E-Bonds would end the crisis
The plan consists in asking all European countries to pitch into an emergency fund and underwriting it with an E-Bond that would be given AAA investment rating. By means of parsing this for you, here is how this is supposed to work. “All European countries” means all of them including those that are already officially bankrupt as well as those that are tottering on the edge of official bankruptcy (because though officially Italy or France may not be bankrupt for examaple, simple arithmetic compounded by the cross holdings of their national banks say they are). Thus, a country like Greece that already now has no money to fund any of its needs would have to stump up and throw some money into the pot even though, and this is the hilarious part, it will subsequently withdraw multiples of what it has contributed to the fund in the first place. And without mentioning that to contribute to the fund, Greece would have to increase its debt burden thus making it even more difficult to climb out of the hole Greek politicians have dug for the country. And without mentioning that by increasing the national debt, Greece would suffer a further credit rating downgrade thus not only increasing its borrowing costs but in one fell swoop finding itself as a low investment grade member of a rescue fund that has been rated as top notch investment grade. The notion of slapping lipstick on pigs comes to mind. AND by the way, this is exactly the strategy that has already proved to be lethal for the system when sundry mortgages where packaged into investment vehicles that were subsequently and arbitrarily awarded AAA investment grade rating and that are now causing the crisis that Mr Junker intends to solve by doing exactly the same thing that caused the crisis in the first place.
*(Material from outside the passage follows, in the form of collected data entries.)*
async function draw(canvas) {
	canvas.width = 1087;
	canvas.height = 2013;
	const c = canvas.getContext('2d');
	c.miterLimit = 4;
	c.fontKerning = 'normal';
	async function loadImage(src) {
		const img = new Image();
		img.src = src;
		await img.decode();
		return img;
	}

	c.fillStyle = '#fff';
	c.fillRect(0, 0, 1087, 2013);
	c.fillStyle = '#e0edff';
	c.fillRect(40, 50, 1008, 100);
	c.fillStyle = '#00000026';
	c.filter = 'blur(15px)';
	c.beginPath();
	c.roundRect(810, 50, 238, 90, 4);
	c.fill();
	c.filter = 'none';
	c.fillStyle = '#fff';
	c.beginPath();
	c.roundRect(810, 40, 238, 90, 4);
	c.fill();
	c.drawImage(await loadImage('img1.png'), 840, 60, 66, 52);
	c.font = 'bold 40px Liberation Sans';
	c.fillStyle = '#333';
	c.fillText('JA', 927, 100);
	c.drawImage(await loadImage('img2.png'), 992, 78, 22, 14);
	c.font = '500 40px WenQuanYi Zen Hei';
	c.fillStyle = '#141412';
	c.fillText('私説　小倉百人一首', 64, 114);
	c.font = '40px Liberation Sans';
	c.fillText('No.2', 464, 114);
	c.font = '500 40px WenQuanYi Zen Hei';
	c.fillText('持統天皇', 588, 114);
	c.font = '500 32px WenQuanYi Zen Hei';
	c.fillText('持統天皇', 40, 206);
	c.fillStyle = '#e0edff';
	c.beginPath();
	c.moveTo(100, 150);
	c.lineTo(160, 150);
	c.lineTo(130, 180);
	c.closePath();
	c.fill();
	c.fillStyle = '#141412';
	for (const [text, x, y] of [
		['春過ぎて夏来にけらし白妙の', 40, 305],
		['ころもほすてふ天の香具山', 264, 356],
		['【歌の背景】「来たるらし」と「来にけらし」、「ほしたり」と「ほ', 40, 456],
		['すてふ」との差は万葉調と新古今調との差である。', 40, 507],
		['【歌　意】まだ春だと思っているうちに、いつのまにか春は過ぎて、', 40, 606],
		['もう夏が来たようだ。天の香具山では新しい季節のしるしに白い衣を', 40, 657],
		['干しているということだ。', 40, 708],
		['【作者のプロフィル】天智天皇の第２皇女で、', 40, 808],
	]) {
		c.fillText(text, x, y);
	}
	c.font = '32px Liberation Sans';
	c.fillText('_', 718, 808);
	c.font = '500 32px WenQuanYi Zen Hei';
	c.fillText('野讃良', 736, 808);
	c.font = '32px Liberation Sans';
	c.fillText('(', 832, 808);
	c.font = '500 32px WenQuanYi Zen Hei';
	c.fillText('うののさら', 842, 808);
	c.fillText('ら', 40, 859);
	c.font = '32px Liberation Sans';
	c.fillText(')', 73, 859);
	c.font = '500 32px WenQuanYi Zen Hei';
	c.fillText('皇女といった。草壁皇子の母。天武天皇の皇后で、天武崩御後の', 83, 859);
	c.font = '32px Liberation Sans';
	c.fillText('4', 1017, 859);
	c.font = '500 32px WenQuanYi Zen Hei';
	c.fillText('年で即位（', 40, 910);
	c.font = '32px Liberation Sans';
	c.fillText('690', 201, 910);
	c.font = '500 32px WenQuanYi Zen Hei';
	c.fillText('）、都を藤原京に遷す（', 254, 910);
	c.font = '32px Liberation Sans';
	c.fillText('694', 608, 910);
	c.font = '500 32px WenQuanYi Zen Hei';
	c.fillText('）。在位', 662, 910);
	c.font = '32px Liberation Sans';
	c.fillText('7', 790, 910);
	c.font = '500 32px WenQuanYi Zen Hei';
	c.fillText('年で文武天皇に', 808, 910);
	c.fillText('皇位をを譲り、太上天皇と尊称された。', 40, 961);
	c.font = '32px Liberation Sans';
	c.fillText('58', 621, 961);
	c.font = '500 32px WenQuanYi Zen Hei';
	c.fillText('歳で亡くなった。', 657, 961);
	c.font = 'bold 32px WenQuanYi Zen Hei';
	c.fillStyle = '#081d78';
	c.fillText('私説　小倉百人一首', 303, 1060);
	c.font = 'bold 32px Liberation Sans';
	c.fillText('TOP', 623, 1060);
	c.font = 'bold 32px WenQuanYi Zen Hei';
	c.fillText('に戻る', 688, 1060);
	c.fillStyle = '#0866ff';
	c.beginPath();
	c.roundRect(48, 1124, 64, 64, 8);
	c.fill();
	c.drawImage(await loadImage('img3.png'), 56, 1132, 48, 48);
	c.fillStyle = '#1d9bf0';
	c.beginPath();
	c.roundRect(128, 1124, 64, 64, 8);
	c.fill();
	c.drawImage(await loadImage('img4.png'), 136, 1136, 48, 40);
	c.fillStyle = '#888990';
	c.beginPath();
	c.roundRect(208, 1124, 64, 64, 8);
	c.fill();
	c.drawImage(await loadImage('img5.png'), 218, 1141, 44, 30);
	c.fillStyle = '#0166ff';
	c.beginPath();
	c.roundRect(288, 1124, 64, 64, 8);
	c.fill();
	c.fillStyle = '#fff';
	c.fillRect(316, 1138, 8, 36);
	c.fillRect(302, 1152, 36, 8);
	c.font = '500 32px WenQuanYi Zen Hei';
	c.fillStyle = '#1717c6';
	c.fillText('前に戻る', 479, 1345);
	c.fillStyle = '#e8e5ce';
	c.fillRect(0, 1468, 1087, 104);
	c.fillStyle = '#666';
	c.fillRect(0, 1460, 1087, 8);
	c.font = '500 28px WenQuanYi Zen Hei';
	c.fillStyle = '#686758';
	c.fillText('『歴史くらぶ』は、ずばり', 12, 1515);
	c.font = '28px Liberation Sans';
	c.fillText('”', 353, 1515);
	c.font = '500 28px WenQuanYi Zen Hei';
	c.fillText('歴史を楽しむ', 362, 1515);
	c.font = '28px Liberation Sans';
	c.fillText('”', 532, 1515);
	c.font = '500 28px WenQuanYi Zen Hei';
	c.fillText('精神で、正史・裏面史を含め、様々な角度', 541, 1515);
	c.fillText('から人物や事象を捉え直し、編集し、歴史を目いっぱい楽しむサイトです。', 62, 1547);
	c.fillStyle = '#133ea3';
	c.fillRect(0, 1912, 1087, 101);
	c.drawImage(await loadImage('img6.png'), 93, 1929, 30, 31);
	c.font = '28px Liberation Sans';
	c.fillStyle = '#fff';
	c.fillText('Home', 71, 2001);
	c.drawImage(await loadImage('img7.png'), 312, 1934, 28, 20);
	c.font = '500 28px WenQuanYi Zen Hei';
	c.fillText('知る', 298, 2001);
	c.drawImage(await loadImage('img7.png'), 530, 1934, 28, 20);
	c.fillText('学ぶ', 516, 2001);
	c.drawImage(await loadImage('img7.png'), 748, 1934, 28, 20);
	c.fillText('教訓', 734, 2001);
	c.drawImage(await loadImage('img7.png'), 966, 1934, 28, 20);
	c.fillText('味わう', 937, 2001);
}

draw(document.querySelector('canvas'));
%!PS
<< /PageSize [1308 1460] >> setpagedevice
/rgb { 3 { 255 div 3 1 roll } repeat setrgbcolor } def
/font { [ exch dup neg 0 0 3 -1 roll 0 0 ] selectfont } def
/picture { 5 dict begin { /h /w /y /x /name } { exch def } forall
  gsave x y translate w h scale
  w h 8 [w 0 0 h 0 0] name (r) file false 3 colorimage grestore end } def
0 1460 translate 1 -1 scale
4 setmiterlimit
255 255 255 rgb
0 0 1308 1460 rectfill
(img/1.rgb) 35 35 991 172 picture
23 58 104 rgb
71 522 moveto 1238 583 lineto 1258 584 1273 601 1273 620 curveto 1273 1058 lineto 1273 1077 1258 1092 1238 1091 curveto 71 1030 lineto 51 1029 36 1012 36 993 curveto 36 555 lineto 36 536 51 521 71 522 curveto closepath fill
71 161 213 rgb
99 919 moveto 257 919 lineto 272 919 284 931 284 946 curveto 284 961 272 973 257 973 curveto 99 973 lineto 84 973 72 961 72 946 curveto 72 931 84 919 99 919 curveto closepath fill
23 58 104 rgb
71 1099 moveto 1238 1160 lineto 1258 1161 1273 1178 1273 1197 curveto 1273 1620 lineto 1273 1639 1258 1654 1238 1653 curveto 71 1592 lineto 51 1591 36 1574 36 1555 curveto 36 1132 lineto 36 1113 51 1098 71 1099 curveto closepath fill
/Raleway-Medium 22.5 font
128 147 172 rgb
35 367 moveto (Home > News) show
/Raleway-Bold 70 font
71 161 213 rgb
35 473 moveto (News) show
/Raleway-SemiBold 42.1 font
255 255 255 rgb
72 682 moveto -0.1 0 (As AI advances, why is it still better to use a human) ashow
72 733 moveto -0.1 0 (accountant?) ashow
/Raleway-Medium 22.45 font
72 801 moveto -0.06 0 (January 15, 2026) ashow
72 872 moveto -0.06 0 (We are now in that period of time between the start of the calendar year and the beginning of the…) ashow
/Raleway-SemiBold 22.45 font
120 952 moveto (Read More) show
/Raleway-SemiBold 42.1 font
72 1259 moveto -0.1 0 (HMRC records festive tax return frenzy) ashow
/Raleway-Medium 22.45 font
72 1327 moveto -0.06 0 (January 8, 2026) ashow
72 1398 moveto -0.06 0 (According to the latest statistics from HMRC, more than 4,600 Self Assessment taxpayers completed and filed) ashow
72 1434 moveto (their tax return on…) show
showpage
This is the best explanation ever of why there never has been nor ever will be scarcity of politicians anywhere in the world. Playing politics allows one to take utter and blissful leave of one’s senses. It’s got to be better than drugs as nobody would go into politics otherwise. The only thing I can think of that approaches this insanity is New York city’s pension fund borrowing money from the New York city’s pension fund to…. wait for it… contribute to the New York city pension fund (Robbing Peter to Pay… Peter).